▶ **What this task involves**
Your answer should be the full set of entries, given again without alteration.

▶ **Records shown**
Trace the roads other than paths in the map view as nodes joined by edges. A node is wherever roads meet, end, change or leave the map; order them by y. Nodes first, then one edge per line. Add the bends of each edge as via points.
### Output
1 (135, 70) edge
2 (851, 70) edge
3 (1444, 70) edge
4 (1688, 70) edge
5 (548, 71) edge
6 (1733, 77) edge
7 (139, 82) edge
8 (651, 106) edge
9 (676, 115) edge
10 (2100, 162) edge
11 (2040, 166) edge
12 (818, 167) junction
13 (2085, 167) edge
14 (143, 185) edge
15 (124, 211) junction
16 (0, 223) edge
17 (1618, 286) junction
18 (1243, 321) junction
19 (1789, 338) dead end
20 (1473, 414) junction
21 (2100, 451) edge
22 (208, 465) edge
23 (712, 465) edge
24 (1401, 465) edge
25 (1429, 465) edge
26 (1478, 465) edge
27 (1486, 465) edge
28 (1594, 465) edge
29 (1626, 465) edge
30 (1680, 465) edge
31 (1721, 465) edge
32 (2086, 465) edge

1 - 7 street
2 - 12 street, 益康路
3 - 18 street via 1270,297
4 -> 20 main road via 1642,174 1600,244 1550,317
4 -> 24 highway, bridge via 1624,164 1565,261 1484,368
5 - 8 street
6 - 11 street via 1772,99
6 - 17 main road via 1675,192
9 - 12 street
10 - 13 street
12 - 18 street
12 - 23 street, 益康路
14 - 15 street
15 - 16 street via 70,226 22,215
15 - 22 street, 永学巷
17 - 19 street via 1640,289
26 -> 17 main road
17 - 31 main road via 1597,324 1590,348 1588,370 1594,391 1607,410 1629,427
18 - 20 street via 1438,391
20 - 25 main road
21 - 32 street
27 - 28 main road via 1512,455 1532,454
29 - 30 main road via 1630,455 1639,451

▶ **Worked solution**
Trace the roads other than paths in the map view as nodes joined by edges. A node is wherever roads meet, end, change or leave the map; order them by y. Nodes first, then one edge per line. Add the bends of each edge as via points.
### Output
1 (135, 70) edge
2 (851, 70) edge
3 (1444, 70) edge
4 (1688, 70) edge
5 (548, 71) edge
6 (1733, 77) edge
7 (139, 82) edge
8 (651, 106) edge
9 (676, 115) edge
10 (2100, 162) edge
11 (2040, 166) edge
12 (818, 167) junction
13 (2085, 167) edge
14 (143, 185) edge
15 (124, 211) junction
16 (0, 223) edge
17 (1618, 286) junction
18 (1243, 321) junction
19 (1789, 338) dead end
20 (1473, 414) junction
21 (2100, 451) edge
22 (208, 465) edge
23 (712, 465) edge
24 (1401, 465) edge
25 (1429, 465) edge
26 (1478, 465) edge
27 (1486, 465) edge
28 (1594, 465) edge
29 (1626, 465) edge
30 (1680, 465) edge
31 (1721, 465) edge
32 (2086, 465) edge

1 - 7 street
2 - 12 street, 益康路
3 - 18 street via 1270,297
4 -> 20 main road via 1642,174 1600,244 1550,317
4 -> 24 highway, bridge via 1624,164 1565,261 1484,368
5 - 8 street
6 - 11 street via 1772,99
6 - 17 main road via 1675,192
9 - 12 street
10 - 13 street
12 - 18 street
12 - 23 street, 益康路
14 - 15 street
15 - 16 street via 70,226 22,215
15 - 22 street, 永学巷
17 - 19 street via 1640,289
26 -> 17 main road
17 - 31 main road via 1597,324 1590,348 1588,370 1594,391 1607,410 1629,427
18 - 20 street via 1438,391
20 - 25 main road
21 - 32 street
27 - 28 main road via 1512,455 1532,454
29 - 30 main road via 1630,455 1639,451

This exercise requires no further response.